Un aliment universel depuis la nuit des temps…
La soupe existe depuis que l’homme sait faire chauffer de l’eau pour y faire cuire ses aliments. La soupe n’en finit pas de s’épaissir selon les goûts et traditions de chacun :
- lentilles en Egypte ou en Grèce,
- riz et fèves en Chine,
- poissons agrémentés de légumes autour de la mer Noire,
- enrichie de volailles, de gibier et de miel par les Romains,
- de châtaignes et de lait par les Corses.
Au Moyen Age dans nos campagnes, on fait « tremper sa soupe ». C'est-à-dire que l’on mouille son épaisse tranche de pain d’un bouillon (ou potage puisque cuit dans un pot !) de viande ou de légume mélangé à du vin. En clair, plus le bouillon est épais plus le potage devient soupe !
Au XVIIème siècle, ce plat, populaire par excellence, monte à la cour et gagne ses quartiers de noblesse avec Louis XV. Il raffole de légumes et se prend de passion pour les crèmes, veloutés et autres consommés.
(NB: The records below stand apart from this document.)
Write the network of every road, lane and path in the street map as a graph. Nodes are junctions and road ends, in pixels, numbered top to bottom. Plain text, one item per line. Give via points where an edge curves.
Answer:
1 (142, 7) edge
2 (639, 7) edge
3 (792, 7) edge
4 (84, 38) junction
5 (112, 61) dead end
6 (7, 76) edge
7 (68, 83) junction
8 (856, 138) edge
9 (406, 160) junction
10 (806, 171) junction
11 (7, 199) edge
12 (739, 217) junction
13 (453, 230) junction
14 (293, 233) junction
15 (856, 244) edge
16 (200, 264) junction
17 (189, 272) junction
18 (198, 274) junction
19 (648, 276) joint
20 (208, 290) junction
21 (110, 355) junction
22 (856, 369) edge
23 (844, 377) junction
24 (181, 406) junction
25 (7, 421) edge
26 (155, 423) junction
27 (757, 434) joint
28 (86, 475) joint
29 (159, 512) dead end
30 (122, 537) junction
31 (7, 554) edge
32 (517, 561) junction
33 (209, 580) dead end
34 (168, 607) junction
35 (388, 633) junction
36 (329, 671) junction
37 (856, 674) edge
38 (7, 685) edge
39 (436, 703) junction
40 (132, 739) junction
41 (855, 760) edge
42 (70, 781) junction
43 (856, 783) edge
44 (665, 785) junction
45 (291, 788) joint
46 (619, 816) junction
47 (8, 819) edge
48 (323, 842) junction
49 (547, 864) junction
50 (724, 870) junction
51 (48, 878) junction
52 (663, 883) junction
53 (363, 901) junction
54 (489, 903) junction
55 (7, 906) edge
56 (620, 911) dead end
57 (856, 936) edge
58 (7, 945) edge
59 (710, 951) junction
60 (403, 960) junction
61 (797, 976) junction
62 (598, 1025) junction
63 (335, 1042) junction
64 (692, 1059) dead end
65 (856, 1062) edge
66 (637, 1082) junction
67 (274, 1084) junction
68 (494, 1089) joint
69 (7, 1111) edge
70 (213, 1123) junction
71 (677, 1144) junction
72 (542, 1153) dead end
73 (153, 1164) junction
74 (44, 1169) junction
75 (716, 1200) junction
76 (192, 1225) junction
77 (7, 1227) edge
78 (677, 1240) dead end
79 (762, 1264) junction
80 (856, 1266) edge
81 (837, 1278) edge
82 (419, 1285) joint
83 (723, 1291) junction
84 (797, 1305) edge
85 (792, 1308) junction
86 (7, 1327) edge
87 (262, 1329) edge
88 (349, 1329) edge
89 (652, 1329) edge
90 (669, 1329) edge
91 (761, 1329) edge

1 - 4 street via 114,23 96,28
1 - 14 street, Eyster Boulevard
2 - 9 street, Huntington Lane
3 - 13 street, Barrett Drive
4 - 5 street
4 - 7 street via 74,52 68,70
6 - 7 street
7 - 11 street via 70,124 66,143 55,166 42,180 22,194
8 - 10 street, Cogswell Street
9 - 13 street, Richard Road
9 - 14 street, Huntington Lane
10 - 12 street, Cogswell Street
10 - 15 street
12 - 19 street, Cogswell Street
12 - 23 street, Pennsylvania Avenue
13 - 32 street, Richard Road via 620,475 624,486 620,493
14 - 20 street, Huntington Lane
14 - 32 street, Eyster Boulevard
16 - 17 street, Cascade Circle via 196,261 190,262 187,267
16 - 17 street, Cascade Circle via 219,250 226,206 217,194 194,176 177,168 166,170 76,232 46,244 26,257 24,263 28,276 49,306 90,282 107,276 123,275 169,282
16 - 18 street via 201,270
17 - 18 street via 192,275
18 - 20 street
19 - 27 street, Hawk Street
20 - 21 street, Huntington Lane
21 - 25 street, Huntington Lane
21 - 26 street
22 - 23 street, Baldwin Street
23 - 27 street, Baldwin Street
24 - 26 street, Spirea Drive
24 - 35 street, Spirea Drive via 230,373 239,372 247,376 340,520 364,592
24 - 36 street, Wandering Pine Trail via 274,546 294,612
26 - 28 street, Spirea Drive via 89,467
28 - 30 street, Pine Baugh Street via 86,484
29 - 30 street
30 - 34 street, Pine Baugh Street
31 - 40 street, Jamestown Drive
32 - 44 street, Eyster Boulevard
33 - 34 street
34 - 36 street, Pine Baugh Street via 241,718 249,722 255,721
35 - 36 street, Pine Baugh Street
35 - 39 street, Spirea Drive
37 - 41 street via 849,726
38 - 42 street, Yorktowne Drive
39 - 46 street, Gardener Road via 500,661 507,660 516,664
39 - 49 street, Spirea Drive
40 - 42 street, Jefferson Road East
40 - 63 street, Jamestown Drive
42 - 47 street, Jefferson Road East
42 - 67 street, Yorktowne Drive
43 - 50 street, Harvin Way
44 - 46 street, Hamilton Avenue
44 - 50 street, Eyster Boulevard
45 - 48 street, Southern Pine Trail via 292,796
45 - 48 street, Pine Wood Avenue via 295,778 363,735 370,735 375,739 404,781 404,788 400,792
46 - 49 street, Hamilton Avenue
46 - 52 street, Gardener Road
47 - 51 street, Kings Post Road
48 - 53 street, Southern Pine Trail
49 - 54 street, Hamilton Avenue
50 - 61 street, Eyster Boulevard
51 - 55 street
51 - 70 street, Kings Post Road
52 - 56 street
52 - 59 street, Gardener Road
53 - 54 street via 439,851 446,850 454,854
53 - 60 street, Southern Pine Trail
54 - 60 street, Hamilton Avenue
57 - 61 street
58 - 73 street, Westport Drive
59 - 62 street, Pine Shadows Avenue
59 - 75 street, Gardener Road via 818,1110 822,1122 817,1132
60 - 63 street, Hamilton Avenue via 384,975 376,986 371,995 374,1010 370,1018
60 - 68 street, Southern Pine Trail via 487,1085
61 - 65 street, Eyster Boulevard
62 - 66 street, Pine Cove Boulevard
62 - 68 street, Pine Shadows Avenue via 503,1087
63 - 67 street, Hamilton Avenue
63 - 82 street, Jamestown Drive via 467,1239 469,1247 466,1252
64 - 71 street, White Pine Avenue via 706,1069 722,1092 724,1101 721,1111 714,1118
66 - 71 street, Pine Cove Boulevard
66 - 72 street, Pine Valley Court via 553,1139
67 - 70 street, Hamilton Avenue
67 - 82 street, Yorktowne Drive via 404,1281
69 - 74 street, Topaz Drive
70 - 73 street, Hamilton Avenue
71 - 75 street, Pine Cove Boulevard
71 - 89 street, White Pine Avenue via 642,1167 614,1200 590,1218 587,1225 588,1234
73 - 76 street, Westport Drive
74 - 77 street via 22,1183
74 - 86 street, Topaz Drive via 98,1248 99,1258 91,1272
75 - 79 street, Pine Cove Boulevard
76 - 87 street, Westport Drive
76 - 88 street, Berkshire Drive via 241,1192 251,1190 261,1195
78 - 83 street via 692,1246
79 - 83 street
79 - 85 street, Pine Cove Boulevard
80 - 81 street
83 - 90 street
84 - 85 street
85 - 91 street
Si la soupe consistante, reste le plat préféré des campagnes, les potages plus légers ouvrent l’appétit et s’inscrivent résolument dans la gastronomie. Entre terroir et tradition culinaire, les soupes et potages d’aujourd’hui témoignent de l’histoire du goût. Et, au-delà de l’extraordinaire multiplicité des saveurs, ce sont les meilleurs alliés de votre santé. A consommer sans modération !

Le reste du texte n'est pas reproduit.